Physically, of course, FIV-positive cats can go outside. This is a moral question more than anything else. It’s a question about protecting other cats who are FIV-negative. If you let a FIV-positive cat go outside they may pass the disease to a FIV-negative cat. Although transmission isn’t that easy. Close or casual contact alone is not a major source of transmission. The virus is shed in saliva. Cat bites occurring during fights among male cats are a source of virus transmission.
It’s believed that FIV affects 2% to 4% of cats in the general population in America and the incidence is highest in outdoor cats and in male cats in the age bracket 3-5.
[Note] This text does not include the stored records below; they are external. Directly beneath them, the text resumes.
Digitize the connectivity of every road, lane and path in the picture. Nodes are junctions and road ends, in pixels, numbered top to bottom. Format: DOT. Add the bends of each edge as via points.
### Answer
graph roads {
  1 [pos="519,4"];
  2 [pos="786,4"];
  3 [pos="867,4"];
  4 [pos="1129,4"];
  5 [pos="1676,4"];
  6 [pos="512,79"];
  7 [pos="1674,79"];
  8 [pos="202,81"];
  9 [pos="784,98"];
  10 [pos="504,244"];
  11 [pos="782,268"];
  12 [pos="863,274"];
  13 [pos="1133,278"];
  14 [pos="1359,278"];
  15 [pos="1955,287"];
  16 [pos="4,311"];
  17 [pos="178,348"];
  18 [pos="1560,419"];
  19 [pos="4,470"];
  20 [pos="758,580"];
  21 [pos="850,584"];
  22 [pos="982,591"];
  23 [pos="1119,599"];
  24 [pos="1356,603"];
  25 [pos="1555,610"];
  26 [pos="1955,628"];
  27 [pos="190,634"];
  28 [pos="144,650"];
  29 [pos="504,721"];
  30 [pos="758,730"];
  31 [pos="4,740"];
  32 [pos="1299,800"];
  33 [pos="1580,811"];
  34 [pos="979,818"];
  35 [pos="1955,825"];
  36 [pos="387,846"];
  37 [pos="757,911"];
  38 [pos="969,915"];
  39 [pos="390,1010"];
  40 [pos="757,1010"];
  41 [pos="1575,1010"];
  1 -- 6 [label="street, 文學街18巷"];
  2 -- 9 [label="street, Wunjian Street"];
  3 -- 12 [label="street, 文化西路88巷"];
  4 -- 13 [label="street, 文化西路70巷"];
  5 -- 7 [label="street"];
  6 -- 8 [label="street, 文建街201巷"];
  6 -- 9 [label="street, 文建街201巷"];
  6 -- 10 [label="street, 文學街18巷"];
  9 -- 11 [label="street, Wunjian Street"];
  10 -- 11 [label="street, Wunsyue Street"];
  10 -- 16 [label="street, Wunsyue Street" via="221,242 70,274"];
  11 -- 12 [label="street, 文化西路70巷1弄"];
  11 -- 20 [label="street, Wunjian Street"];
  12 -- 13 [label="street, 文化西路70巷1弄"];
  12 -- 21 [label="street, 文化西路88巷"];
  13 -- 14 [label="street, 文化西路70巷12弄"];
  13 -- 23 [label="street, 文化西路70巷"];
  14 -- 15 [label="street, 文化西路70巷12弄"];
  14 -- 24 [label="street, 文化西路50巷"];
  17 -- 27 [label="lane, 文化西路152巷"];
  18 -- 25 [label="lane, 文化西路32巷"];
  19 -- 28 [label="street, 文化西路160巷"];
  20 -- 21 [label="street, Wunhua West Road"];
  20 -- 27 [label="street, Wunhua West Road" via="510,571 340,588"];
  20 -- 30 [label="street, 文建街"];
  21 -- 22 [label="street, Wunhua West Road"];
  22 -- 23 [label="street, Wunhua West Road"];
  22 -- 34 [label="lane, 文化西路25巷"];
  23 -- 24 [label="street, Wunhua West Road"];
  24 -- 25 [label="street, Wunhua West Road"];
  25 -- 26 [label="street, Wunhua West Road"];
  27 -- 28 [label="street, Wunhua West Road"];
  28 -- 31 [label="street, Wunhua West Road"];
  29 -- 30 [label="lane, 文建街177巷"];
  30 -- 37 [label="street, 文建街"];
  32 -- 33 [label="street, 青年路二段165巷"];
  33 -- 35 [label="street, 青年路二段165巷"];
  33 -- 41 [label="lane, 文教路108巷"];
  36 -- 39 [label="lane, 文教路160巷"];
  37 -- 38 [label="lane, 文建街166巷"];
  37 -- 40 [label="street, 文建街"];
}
Cats Protection in the UK gives us the full picture. They agree that cats pick up the virus mainly through fighting by bite wounds and as a consequence they recommend that FIV-positive cats are kept indoors but allowed outside into an enclosure. They shouldn’t be allowed direct contact with FIV-negative cats
They do say, however, that most boarding catteries allow FIV-positive cats if they’re not showing signs of any other disease. This is because standard precautions will prevent transmission of the disease including using disinfectants which kill the virus. Cats in boarding catteries are held separately.
There is a danger, however, that a FIV-positive cat at a boarding cattery might receive a virus from one of the other cats because their immune systems are poor. The real danger for a FIV-positive cat as a boarding catteries is for the FIV-positive cat not the ones who are FIV-negative.
FIV-positive cats should be allowed to live out good lives. They make great companions. But veterinarians would say that the most effective way of preventing the disease is to keep cats from roaming and fighting with infected strays. This dramatically lowers the likelihood of infection.
FIV stands for feline immunodeficiency virus.